• **Try it**: The answer is the data repeated in full, with no pictures included.

(Stored data)
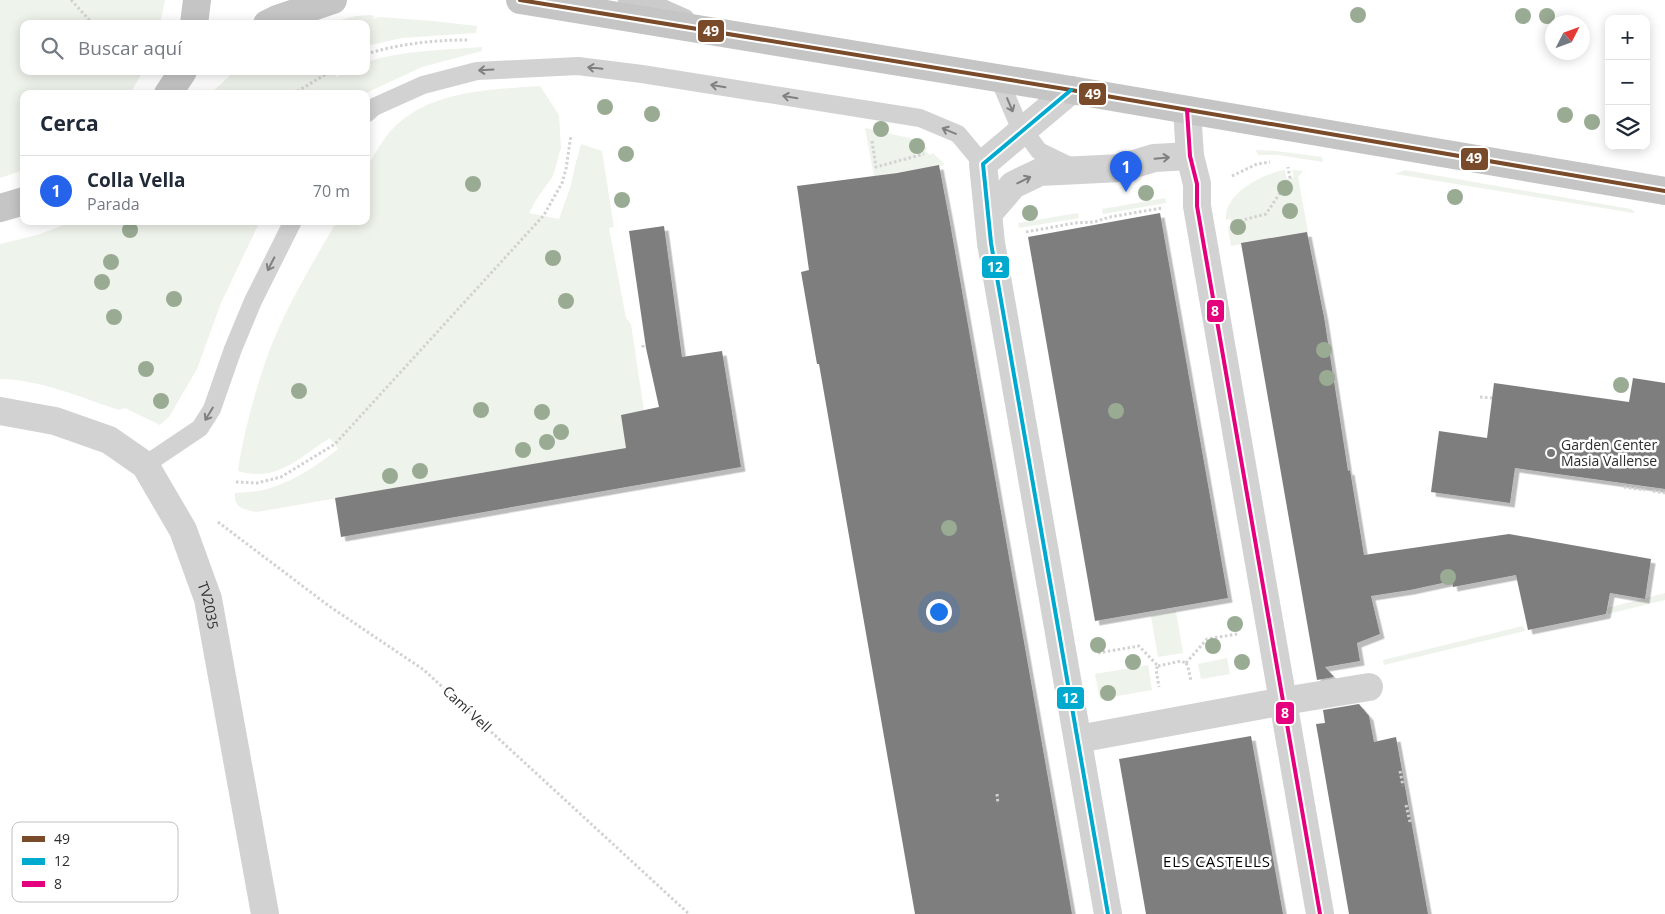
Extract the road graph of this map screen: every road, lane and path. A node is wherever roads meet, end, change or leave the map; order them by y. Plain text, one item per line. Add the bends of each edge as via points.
1 (71, 0) edge
2 (197, 0) edge
3 (333, 0) edge
4 (520, 0) edge
5 (632, 0) edge
6 (89, 20) edge
7 (194, 20) edge
8 (275, 20) edge
9 (697, 28) junction
10 (474, 40) dead end
11 (370, 53) edge
12 (180, 75) edge
13 (324, 75) edge
14 (999, 79) junction
15 (171, 90) edge
16 (300, 90) edge
17 (1071, 90) junction
18 (370, 110) edge
19 (1187, 110) junction
20 (1023, 130) junction
21 (571, 135) dead end
22 (928, 153) dead end
23 (1190, 156) junction
24 (875, 158) dead end
25 (1278, 161) dead end
26 (983, 164) junction
27 (1288, 167) dead end
28 (1079, 170) junction
29 (1197, 184) junction
30 (1665, 191) edge
31 (20, 202) edge
32 (1168, 207) dead end
33 (0, 208) edge
34 (989, 213) junction
35 (1231, 223) dead end
36 (292, 225) edge
37 (1023, 232) dead end
38 (1480, 397) dead end
39 (1492, 398) dead end
40 (0, 411) edge
41 (145, 464) junction
42 (236, 482) dead end
43 (1624, 487) dead end
44 (1645, 490) dead end
45 (1653, 491) dead end
46 (1665, 493) edge
47 (226, 528) dead end
48 (1244, 633) dead end
49 (1096, 653) dead end
50 (1186, 663) junction
51 (1158, 666) junction
52 (1188, 687) dead end
53 (1369, 687) dead end
54 (1162, 692) dead end
55 (1284, 701) junction
56 (1078, 738) junction
57 (1400, 771) dead end
58 (1403, 786) dead end
59 (997, 794) dead end
60 (998, 804) dead end
61 (1406, 805) dead end
62 (1410, 822) dead end
63 (265, 914) edge
64 (689, 914) edge
65 (1108, 914) edge
66 (1320, 914) edge

1 - 6 path
2 - 7 main road
3 - 8 main road
4 - 9 main road
5 - 9 main road
9 - 14 main road
10 - 11 path via 425,41
12 - 15 main road
13 - 16 path
14 - 17 main road
14 -> 20 lane
17 - 19 main road
17 - 20 street
26 -> 18 lane via 958,134 920,118 593,67 477,71 423,85
19 - 23 street
19 - 30 main road
20 - 26 street
20 - 28 lane via 1039,151
21 - 42 path via 562,183 544,215 335,444 281,477 257,483
22 - 24 path via 876,167
28 -> 23 street via 1121,168 1154,158
23 - 29 street
25 - 29 path via 1256,164 1228,178
26 - 34 street
27 - 35 path via 1290,178 1266,214
34 -> 28 street via 1013,185 1040,172
29 - 55 street via 1197,206
31 - 33 main road
32 - 37 path
34 - 56 street via 991,244
36 -> 41 lane via 253,301 212,409 200,428
38 - 39 path
40 - 41 street, TV2035 via 55,421 109,440
41 - 63 street, TV2035 via 183,530 208,599
43 - 44 path
45 - 46 path
47 - 64 path, Camí Vell via 329,606 424,670
48 - 50 path via 1207,639
49 - 51 path via 1139,646
50 - 51 path
50 - 52 path via 1191,682
51 - 54 path
53 - 55 street
55 - 56 street
55 - 66 street
56 - 65 street
57 - 58 path
59 - 60 path
61 - 62 path

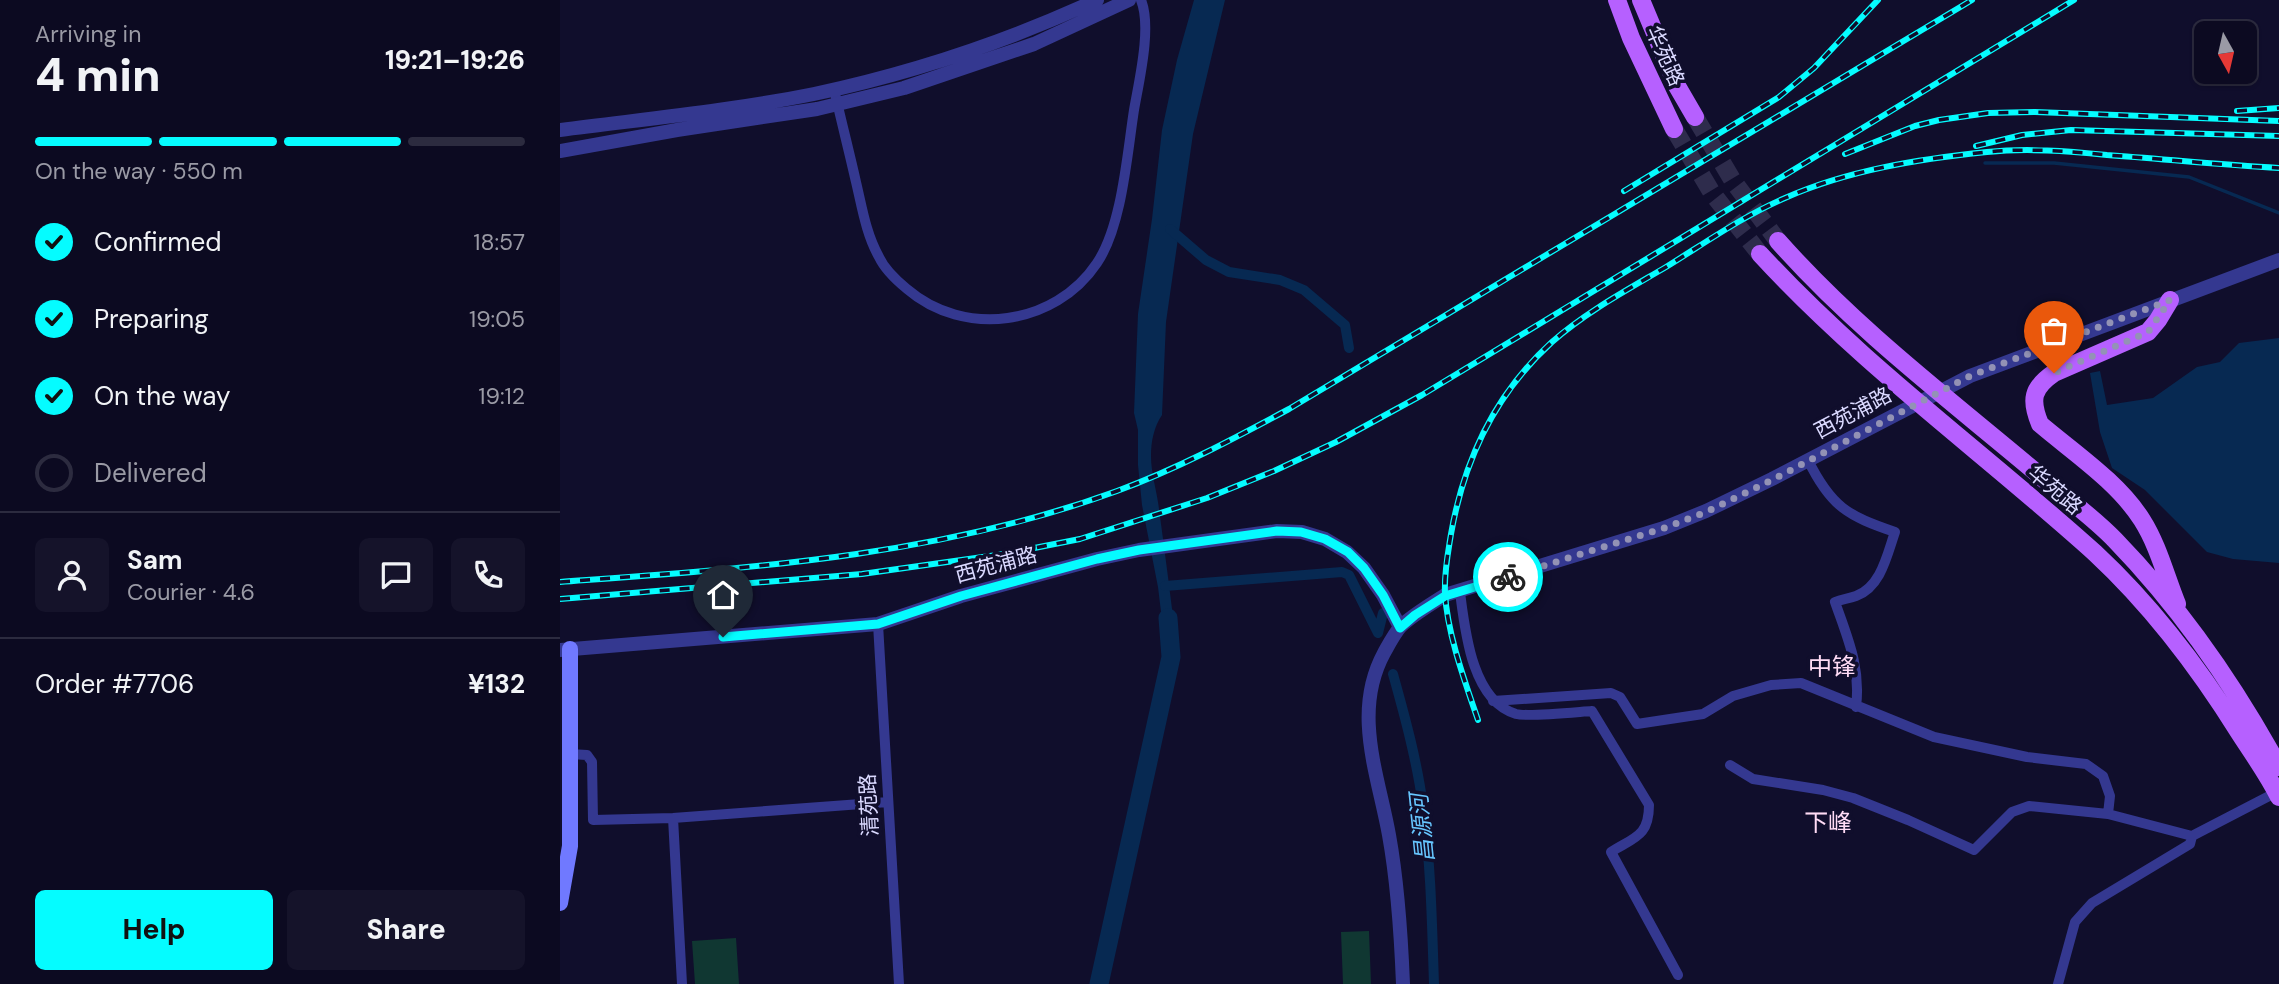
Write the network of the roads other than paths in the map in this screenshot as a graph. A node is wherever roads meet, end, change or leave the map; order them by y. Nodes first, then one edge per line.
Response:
1 (1097, 0) edge
2 (1129, 0) edge
3 (1141, 0) edge
4 (1617, 0) edge
5 (1641, 0) edge
6 (834, 89) junction
7 (838, 104) junction
8 (1695, 117) tunnel mouth
9 (1674, 129) tunnel mouth
10 (560, 130) edge
11 (560, 151) edge
12 (1778, 241) tunnel mouth
13 (1760, 254) tunnel mouth
14 (2279, 260) edge
15 (2170, 300) junction
16 (1808, 460) junction
17 (1452, 594) junction
18 (2182, 617) junction
19 (878, 624) junction
20 (1400, 628) junction
21 (565, 650) edge
22 (1493, 701) junction
23 (1856, 707) junction
24 (570, 754) junction
25 (1730, 765) dead end
26 (2279, 767) edge
27 (2278, 794) edge
28 (888, 802) junction
29 (2108, 814) junction
30 (673, 818) junction
31 (2192, 836) junction
32 (560, 902) edge
33 (1678, 975) dead end
34 (682, 984) edge
35 (899, 984) edge
36 (1403, 984) edge
37 (2058, 984) edge

1 - 6 street
2 - 7 street
3 - 7 street
4 - 9 main road, 华苑路
5 - 8 main road, 华苑路
6 - 7 street
6 - 10 street
7 - 11 street
12 - 18 main road, 华苑路
13 - 27 main road, 华苑路
14 - 15 street, 西苑浦路
15 - 16 street, 西苑浦路
15 - 18 main road
16 - 17 street, 西苑浦路
16 - 23 street
17 - 20 street, 西苑浦路
17 - 22 street
18 - 26 main road, 华苑路
19 - 20 street, 西苑浦路
19 - 21 street, 西苑浦路
19 - 28 street, 清苑路
20 - 36 street
21 - 24 main road
22 - 23 street
22 - 33 street
23 - 29 street
24 - 30 street
24 - 32 main road
25 - 29 street
27 - 31 street
28 - 30 street
28 - 35 street, 清苑路
29 - 31 street
30 - 34 street
31 - 37 street

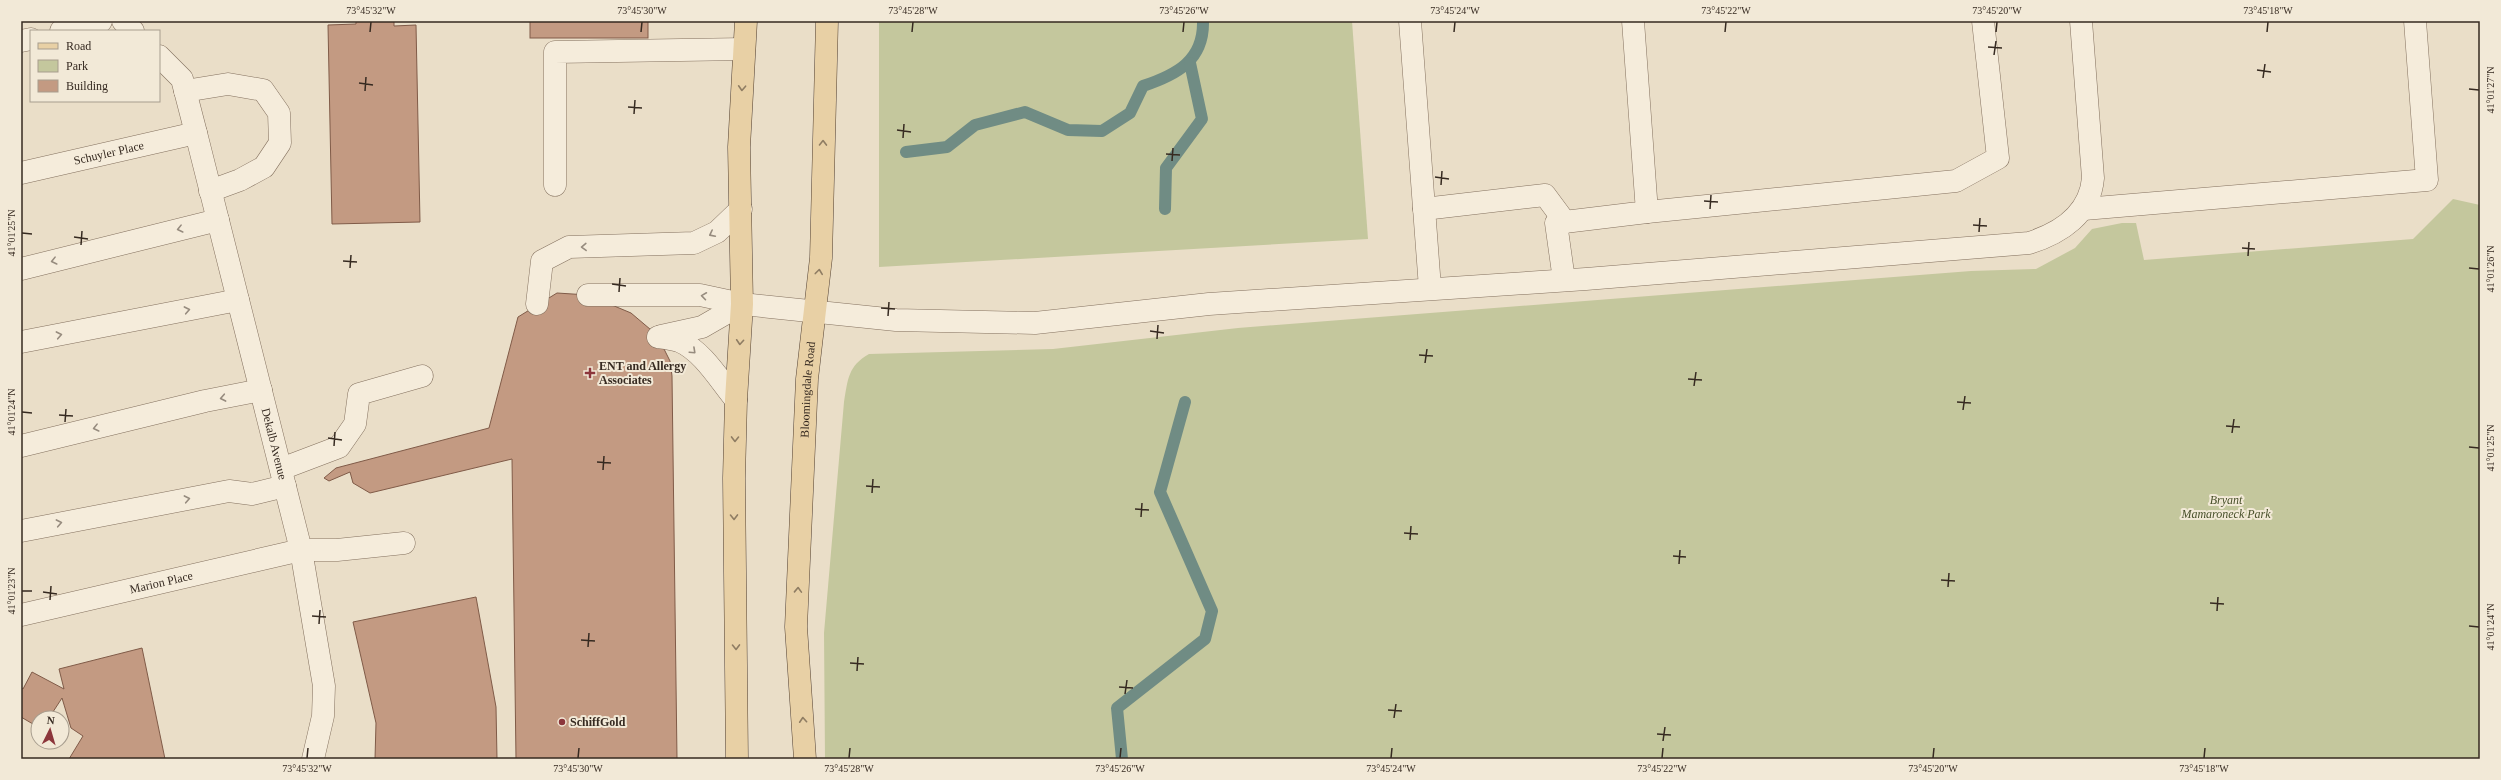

• **Answer for the task**:
Extract the road graph of this map screen: every road, lane and path. A node is wherever roads meet, end, change or leave the map; order them by y. Plain text, one item per line. Add the bends of each edge as via points.
1 (71, 0) edge
2 (197, 0) edge
3 (333, 0) edge
4 (520, 0) edge
5 (632, 0) edge
6 (89, 20) edge
7 (194, 20) edge
8 (275, 20) edge
9 (697, 28) junction
10 (474, 40) dead end
11 (370, 53) edge
12 (180, 75) edge
13 (324, 75) edge
14 (999, 79) junction
15 (171, 90) edge
16 (300, 90) edge
17 (1071, 90) junction
18 (370, 110) edge
19 (1187, 110) junction
20 (1023, 130) junction
21 (571, 135) dead end
22 (928, 153) dead end
23 (1190, 156) junction
24 (875, 158) dead end
25 (1278, 161) dead end
26 (983, 164) junction
27 (1288, 167) dead end
28 (1079, 170) junction
29 (1197, 184) junction
30 (1665, 191) edge
31 (20, 202) edge
32 (1168, 207) dead end
33 (0, 208) edge
34 (989, 213) junction
35 (1231, 223) dead end
36 (292, 225) edge
37 (1023, 232) dead end
38 (1480, 397) dead end
39 (1492, 398) dead end
40 (0, 411) edge
41 (145, 464) junction
42 (236, 482) dead end
43 (1624, 487) dead end
44 (1645, 490) dead end
45 (1653, 491) dead end
46 (1665, 493) edge
47 (226, 528) dead end
48 (1244, 633) dead end
49 (1096, 653) dead end
50 (1186, 663) junction
51 (1158, 666) junction
52 (1188, 687) dead end
53 (1369, 687) dead end
54 (1162, 692) dead end
55 (1284, 701) junction
56 (1078, 738) junction
57 (1400, 771) dead end
58 (1403, 786) dead end
59 (997, 794) dead end
60 (998, 804) dead end
61 (1406, 805) dead end
62 (1410, 822) dead end
63 (265, 914) edge
64 (689, 914) edge
65 (1108, 914) edge
66 (1320, 914) edge

1 - 6 path
2 - 7 main road
3 - 8 main road
4 - 9 main road
5 - 9 main road
9 - 14 main road
10 - 11 path via 425,41
12 - 15 main road
13 - 16 path
14 - 17 main road
14 -> 20 lane
17 - 19 main road
17 - 20 street
26 -> 18 lane via 958,134 920,118 593,67 477,71 423,85
19 - 23 street
19 - 30 main road
20 - 26 street
20 - 28 lane via 1039,151
21 - 42 path via 562,183 544,215 335,444 281,477 257,483
22 - 24 path via 876,167
28 -> 23 street via 1121,168 1154,158
23 - 29 street
25 - 29 path via 1256,164 1228,178
26 - 34 street
27 - 35 path via 1290,178 1266,214
34 -> 28 street via 1013,185 1040,172
29 - 55 street via 1197,206
31 - 33 main road
32 - 37 path
34 - 56 street via 991,244
36 -> 41 lane via 253,301 212,409 200,428
38 - 39 path
40 - 41 street, TV2035 via 55,421 109,440
41 - 63 street, TV2035 via 183,530 208,599
43 - 44 path
45 - 46 path
47 - 64 path, Camí Vell via 329,606 424,670
48 - 50 path via 1207,639
49 - 51 path via 1139,646
50 - 51 path
50 - 52 path via 1191,682
51 - 54 path
53 - 55 street
55 - 56 street
55 - 66 street
56 - 65 street
57 - 58 path
59 - 60 path
61 - 62 path

Write the network of the roads other than paths in the map in this screenshot as a graph. A node is wherever roads meet, end, change or leave the map; order them by y. Nodes first, then one edge per line.
Response:
1 (1097, 0) edge
2 (1129, 0) edge
3 (1141, 0) edge
4 (1617, 0) edge
5 (1641, 0) edge
6 (834, 89) junction
7 (838, 104) junction
8 (1695, 117) tunnel mouth
9 (1674, 129) tunnel mouth
10 (560, 130) edge
11 (560, 151) edge
12 (1778, 241) tunnel mouth
13 (1760, 254) tunnel mouth
14 (2279, 260) edge
15 (2170, 300) junction
16 (1808, 460) junction
17 (1452, 594) junction
18 (2182, 617) junction
19 (878, 624) junction
20 (1400, 628) junction
21 (565, 650) edge
22 (1493, 701) junction
23 (1856, 707) junction
24 (570, 754) junction
25 (1730, 765) dead end
26 (2279, 767) edge
27 (2278, 794) edge
28 (888, 802) junction
29 (2108, 814) junction
30 (673, 818) junction
31 (2192, 836) junction
32 (560, 902) edge
33 (1678, 975) dead end
34 (682, 984) edge
35 (899, 984) edge
36 (1403, 984) edge
37 (2058, 984) edge

1 - 6 street
2 - 7 street
3 - 7 street
4 - 9 main road, 华苑路
5 - 8 main road, 华苑路
6 - 7 street
6 - 10 street
7 - 11 street
12 - 18 main road, 华苑路
13 - 27 main road, 华苑路
14 - 15 street, 西苑浦路
15 - 16 street, 西苑浦路
15 - 18 main road
16 - 17 street, 西苑浦路
16 - 23 street
17 - 20 street, 西苑浦路
17 - 22 street
18 - 26 main road, 华苑路
19 - 20 street, 西苑浦路
19 - 21 street, 西苑浦路
19 - 28 street, 清苑路
20 - 36 street
21 - 24 main road
22 - 23 street
22 - 33 street
23 - 29 street
24 - 30 street
24 - 32 main road
25 - 29 street
27 - 31 street
28 - 30 street
28 - 35 street, 清苑路
29 - 31 street
30 - 34 street
31 - 37 street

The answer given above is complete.